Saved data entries

---

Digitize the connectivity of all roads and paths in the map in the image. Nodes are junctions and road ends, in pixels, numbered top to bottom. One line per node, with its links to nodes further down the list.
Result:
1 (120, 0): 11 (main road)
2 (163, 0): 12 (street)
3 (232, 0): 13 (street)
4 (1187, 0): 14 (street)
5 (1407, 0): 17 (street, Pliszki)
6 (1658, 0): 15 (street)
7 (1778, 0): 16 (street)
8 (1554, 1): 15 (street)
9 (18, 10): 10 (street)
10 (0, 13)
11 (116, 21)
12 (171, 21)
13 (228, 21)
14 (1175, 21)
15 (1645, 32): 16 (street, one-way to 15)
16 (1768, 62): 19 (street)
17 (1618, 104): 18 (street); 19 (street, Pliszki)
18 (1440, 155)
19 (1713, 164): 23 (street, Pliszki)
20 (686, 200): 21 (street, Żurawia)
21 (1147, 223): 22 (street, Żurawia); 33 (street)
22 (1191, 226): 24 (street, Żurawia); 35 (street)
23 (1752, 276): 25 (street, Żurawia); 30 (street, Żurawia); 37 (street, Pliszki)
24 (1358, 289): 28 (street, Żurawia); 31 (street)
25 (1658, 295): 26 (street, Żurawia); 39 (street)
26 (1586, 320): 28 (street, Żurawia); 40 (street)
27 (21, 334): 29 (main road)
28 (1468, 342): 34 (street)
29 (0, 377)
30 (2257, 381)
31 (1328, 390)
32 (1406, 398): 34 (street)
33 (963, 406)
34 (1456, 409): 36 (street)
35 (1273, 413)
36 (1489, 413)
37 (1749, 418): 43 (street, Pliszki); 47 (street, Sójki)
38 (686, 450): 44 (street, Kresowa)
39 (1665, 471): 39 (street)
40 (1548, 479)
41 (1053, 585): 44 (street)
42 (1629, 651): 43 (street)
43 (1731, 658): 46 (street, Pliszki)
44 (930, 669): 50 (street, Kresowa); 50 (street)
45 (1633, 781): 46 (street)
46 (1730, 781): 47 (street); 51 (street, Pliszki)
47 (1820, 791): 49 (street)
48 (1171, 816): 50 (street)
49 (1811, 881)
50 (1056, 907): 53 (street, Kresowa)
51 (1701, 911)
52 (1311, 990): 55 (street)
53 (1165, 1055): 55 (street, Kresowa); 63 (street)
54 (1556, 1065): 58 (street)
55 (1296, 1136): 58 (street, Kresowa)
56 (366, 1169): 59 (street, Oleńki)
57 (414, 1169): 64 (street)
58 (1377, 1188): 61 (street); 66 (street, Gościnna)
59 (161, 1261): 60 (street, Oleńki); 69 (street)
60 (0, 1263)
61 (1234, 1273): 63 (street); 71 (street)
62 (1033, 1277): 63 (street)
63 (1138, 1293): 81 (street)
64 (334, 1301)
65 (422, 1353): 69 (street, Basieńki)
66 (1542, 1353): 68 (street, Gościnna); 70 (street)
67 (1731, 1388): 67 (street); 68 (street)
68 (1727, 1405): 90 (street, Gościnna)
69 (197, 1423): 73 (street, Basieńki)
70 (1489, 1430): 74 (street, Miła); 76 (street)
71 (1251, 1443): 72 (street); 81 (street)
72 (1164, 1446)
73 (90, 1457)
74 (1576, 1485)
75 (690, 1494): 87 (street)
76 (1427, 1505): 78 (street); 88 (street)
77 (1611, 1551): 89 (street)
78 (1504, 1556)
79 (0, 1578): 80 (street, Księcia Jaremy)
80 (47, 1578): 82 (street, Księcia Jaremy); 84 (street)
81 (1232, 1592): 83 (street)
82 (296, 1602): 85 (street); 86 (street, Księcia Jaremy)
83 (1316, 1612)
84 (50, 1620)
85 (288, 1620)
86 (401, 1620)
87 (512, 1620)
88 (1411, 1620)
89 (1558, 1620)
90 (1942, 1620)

---

> [What is being asked] Transcribe the entries exactly, and make each line match the original.

> [Written response]
Digitize the connectivity of all roads and paths in the map in the image. Nodes are junctions and road ends, in pixels, numbered top to bottom. One line per node, with its links to nodes further down the list.
Result:
1 (120, 0): 11 (main road)
2 (163, 0): 12 (street)
3 (232, 0): 13 (street)
4 (1187, 0): 14 (street)
5 (1407, 0): 17 (street, Pliszki)
6 (1658, 0): 15 (street)
7 (1778, 0): 16 (street)
8 (1554, 1): 15 (street)
9 (18, 10): 10 (street)
10 (0, 13)
11 (116, 21)
12 (171, 21)
13 (228, 21)
14 (1175, 21)
15 (1645, 32): 16 (street, one-way to 15)
16 (1768, 62): 19 (street)
17 (1618, 104): 18 (street); 19 (street, Pliszki)
18 (1440, 155)
19 (1713, 164): 23 (street, Pliszki)
20 (686, 200): 21 (street, Żurawia)
21 (1147, 223): 22 (street, Żurawia); 33 (street)
22 (1191, 226): 24 (street, Żurawia); 35 (street)
23 (1752, 276): 25 (street, Żurawia); 30 (street, Żurawia); 37 (street, Pliszki)
24 (1358, 289): 28 (street, Żurawia); 31 (street)
25 (1658, 295): 26 (street, Żurawia); 39 (street)
26 (1586, 320): 28 (street, Żurawia); 40 (street)
27 (21, 334): 29 (main road)
28 (1468, 342): 34 (street)
29 (0, 377)
30 (2257, 381)
31 (1328, 390)
32 (1406, 398): 34 (street)
33 (963, 406)
34 (1456, 409): 36 (street)
35 (1273, 413)
36 (1489, 413)
37 (1749, 418): 43 (street, Pliszki); 47 (street, Sójki)
38 (686, 450): 44 (street, Kresowa)
39 (1665, 471): 39 (street)
40 (1548, 479)
41 (1053, 585): 44 (street)
42 (1629, 651): 43 (street)
43 (1731, 658): 46 (street, Pliszki)
44 (930, 669): 50 (street, Kresowa); 50 (street)
45 (1633, 781): 46 (street)
46 (1730, 781): 47 (street); 51 (street, Pliszki)
47 (1820, 791): 49 (street)
48 (1171, 816): 50 (street)
49 (1811, 881)
50 (1056, 907): 53 (street, Kresowa)
51 (1701, 911)
52 (1311, 990): 55 (street)
53 (1165, 1055): 55 (street, Kresowa); 63 (street)
54 (1556, 1065): 58 (street)
55 (1296, 1136): 58 (street, Kresowa)
56 (366, 1169): 59 (street, Oleńki)
57 (414, 1169): 64 (street)
58 (1377, 1188): 61 (street); 66 (street, Gościnna)
59 (161, 1261): 60 (street, Oleńki); 69 (street)
60 (0, 1263)
61 (1234, 1273): 63 (street); 71 (street)
62 (1033, 1277): 63 (street)
63 (1138, 1293): 81 (street)
64 (334, 1301)
65 (422, 1353): 69 (street, Basieńki)
66 (1542, 1353): 68 (street, Gościnna); 70 (street)
67 (1731, 1388): 67 (street); 68 (street)
68 (1727, 1405): 90 (street, Gościnna)
69 (197, 1423): 73 (street, Basieńki)
70 (1489, 1430): 74 (street, Miła); 76 (street)
71 (1251, 1443): 72 (street); 81 (street)
72 (1164, 1446)
73 (90, 1457)
74 (1576, 1485)
75 (690, 1494): 87 (street)
76 (1427, 1505): 78 (street); 88 (street)
77 (1611, 1551): 89 (street)
78 (1504, 1556)
79 (0, 1578): 80 (street, Księcia Jaremy)
80 (47, 1578): 82 (street, Księcia Jaremy); 84 (street)
81 (1232, 1592): 83 (street)
82 (296, 1602): 85 (street); 86 (street, Księcia Jaremy)
83 (1316, 1612)
84 (50, 1620)
85 (288, 1620)
86 (401, 1620)
87 (512, 1620)
88 (1411, 1620)
89 (1558, 1620)
90 (1942, 1620)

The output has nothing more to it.